昨夕、犬と散歩してたら、風が耳元を音を立てて吹き抜けました。この風が止んだら雨になるんだっけ。案の定、明け方に強い雨。そして、朝の空は雲のお布団がびくとも動かず浮かんだままです。
こんな日は、雲海観察の絶好日なんでしょうね。
雲海が溢れ出して峰を越えて流れて滝雲になるところ、いつか見てみたい。
図書館で、衝撃的なタイトル『すべての医療は不確実である』(康永秀生著)に目が止まりました。今の医療の問題点が書かれています。
真面目に医療を信じている人にとっては、そんなこと云われたらびっくりするかもしれません。
しかし、どんなことも確実はないのと同じように、医療だって絶対はないことを知って欲しいという願いがこもったご本でした。
医者を全面的に頼るということは、自分のいのちを他人に丸投げしている状態です。
最期まで自分として生き抜きたければ、自分のいのちは自分が責任を負うくらいの覚悟がいります。
ところで、この本では漢方薬にも触れられていました。
漢方薬というと、なにやら怪しげな奴というふうに思われた時代がありました。
でも、「赤ひげ先生」でも分かるように、江戸時代までは中国から入ってきた漢方の知識をベースにして、日本独自の工夫を加えて治療に当たってきたのです。
それが、どこで西洋医学一辺倒になったかというと、明治政府が西洋医学を学んだ者に医師免許を与えると決めたからです。
そこから、漢方は長い間、認められない医療でした。
多くの代替医療と同列の憂き目にあってきました。
ところが、2001年から、医学部でも東洋医学を教えるようになって、やっと格上げになったばかりです。
しかし、中国では医学部が西洋コースと漢方コースに別れているくらいですから、東洋医学を本格的に勉強するには、長い修養年限が必要です。西洋医学の片手間に学習できるほどのものではありません。

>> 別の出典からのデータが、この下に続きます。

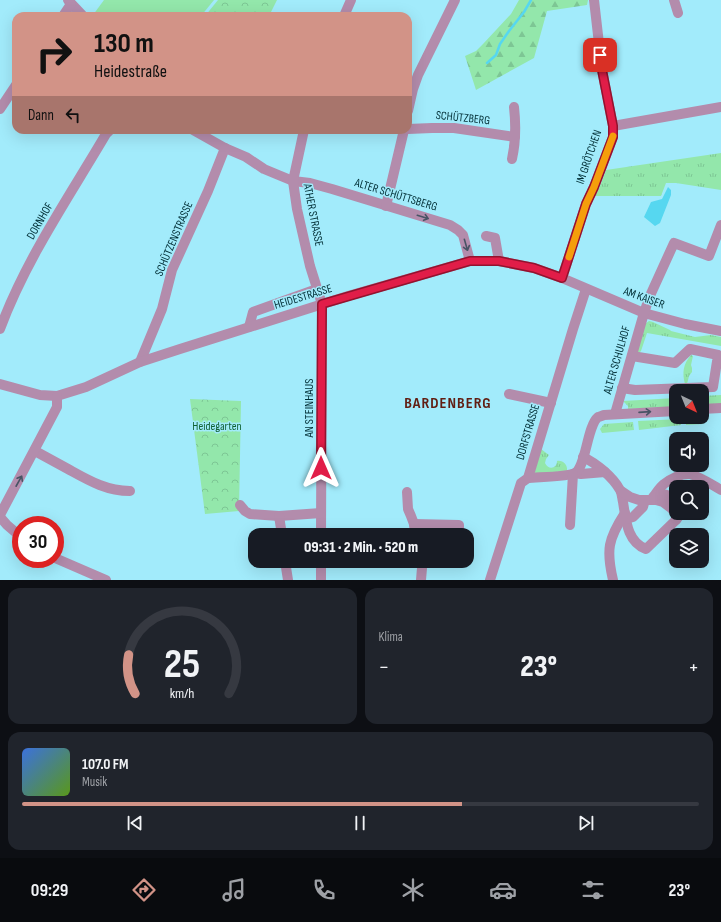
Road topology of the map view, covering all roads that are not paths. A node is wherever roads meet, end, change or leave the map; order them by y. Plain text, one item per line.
1 (351, 0) edge
2 (455, 0) edge
3 (594, 0) edge
4 (674, 0) edge
5 (70, 1) edge
6 (65, 12) edge
7 (80, 12) edge
8 (346, 12) edge
9 (678, 13) dead end
10 (12, 91) edge
11 (412, 93) edge
12 (721, 106) edge
13 (514, 107) dead end
14 (0, 109) edge
15 (613, 126) junction
16 (412, 129) edge
17 (106, 134) edge
18 (200, 134) edge
19 (303, 134) edge
20 (403, 134) edge
21 (515, 137) junction
22 (225, 148) junction
23 (512, 159) dead end
24 (293, 181) junction
25 (386, 206) junction
26 (721, 225) edge
27 (486, 236) dead end
28 (470, 261) junction
29 (499, 261) junction
30 (562, 278) junction
31 (317, 289) junction
32 (586, 289) junction
33 (322, 304) junction
34 (644, 313) junction
35 (249, 327) junction
36 (0, 329) edge
37 (721, 331) edge
38 (632, 356) junction
39 (140, 362) junction
40 (0, 384) edge
41 (622, 388) junction
42 (509, 394) dead end
43 (57, 396) junction
44 (551, 403) junction
45 (721, 408) edge
46 (709, 409) edge
47 (669, 410) edge
48 (615, 414) junction
49 (34, 451) junction
50 (583, 457) junction
51 (605, 472) junction
52 (574, 473) junction
53 (528, 478) junction
54 (618, 487) junction
55 (721, 490) edge
56 (130, 491) dead end
57 (407, 492) dead end
58 (669, 495) edge
59 (649, 499) junction
60 (240, 505) dead end
61 (669, 507) edge
62 (321, 513) junction
63 (0, 516) edge
64 (279, 516) junction
65 (625, 516) junction
66 (675, 520) edge
67 (414, 524) junction
68 (570, 524) dead end
69 (281, 528) edge
70 (321, 528) edge
71 (414, 528) edge
72 (459, 528) edge
73 (12, 530) edge
74 (64, 562) edge
75 (286, 568) edge
76 (321, 568) edge
77 (422, 568) edge
78 (106, 580) edge
79 (288, 580) edge
80 (320, 580) edge
81 (421, 580) edge
82 (490, 580) edge
83 (613, 580) edge

1 - 8 street
2 - 11 street
3 - 15 street
4 - 9 street
5 - 6 street
5 - 7 street
10 - 14 street
12 - 15 street, IM GRÖTCHEN
13 - 21 street
15 - 30 street, IM GRÖTCHEN
16 - 21 street, SCHÜTZBERG
17 - 36 street, DORNHOF
18 - 22 street, ALTER SCHÜTTSBERG
19 - 24 street, ATHER STRASSE
20 - 25 street
21 - 23 street
22 - 24 street, ALTER SCHÜTTSBERG
22 - 39 street, SCHÜTZENSTRASSE
24 - 25 street, ALTER SCHÜTTSBERG
24 - 31 street, ATHER STRASSE
25 -> 28 street, ALTER SCHÜTTSBERG
26 - 34 street, ALTER SCHULHOF
27 - 29 street
28 - 29 street, HEIDESTRASSE
28 - 33 street, HEIDESTRASSE
29 - 30 street, HEIDESTRASSE
30 - 32 street, AM KAISER
31 - 33 street, ATHER STRASSE
31 - 35 street
32 - 34 street, AM KAISER
32 - 44 street, DORFSTRASSE
33 - 35 street, HEIDESTRASSE
33 - 62 street, AN STEINHAUS
34 - 37 street, AM KAISER
34 - 38 street, ALTER SCHULHOF
35 - 39 street, HEIDESTRASSE
38 - 41 street, ALTER SCHULHOF
38 - 41 street
39 - 43 street, HEIDESTRASSE
40 - 43 street, HEIDESTRASSE
41 - 48 street, ALTER SCHULHOF
42 - 44 street
43 - 49 street
44 - 53 street, DORFSTRASSE
45 - 46 street
48 -> 47 street
48 - 50 street
49 - 56 street
63 -> 49 street
50 - 51 street
50 - 52 street
51 - 52 street
51 - 54 street
52 - 53 street
52 - 68 street
53 - 82 street, DORFSTRASSE
54 - 59 street
54 - 65 street
55 - 59 street
57 - 67 street
58 - 59 street
59 - 61 street
59 - 65 street
60 - 64 street
62 - 64 street
62 - 70 street, AN STEINHAUS
63 - 73 street
64 - 69 street
65 - 66 street
65 - 83 street
67 - 71 street
67 - 72 street
74 - 78 street
75 - 79 street
76 - 80 street
77 - 81 street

西洋医学は、主に検査値と画像診断で病気を判定します。が、東洋医学では、患者の全体像を観察することから始まります。それは、三分診療では不可能なことです。
「漢方を勉強したい」と先生に相談したら、「それなら、中国哲学を勉強しないと始まらない」と指導を受けた、と友人が話してくれました。
人が人を診るという東洋医学を真剣にやろうとすれば、そんな勉強も必要です。合わせて、動物的な勘もいります。
素人でも勘がさえた人なら何が効くかが分かるのが漢方薬です。昔の人がそうであったように。それが胡散臭いといわれる原因でもあり、面白いところでもあります。
私は、よほどでない限り薬は飲みませんが、東洋医学のそういう奥深いところが好きです。
自分の体のことなのに、他人に健康という太鼓判押してもらわないと不安という現代人は、その端緒からして、どこか不健康だと思いませんか。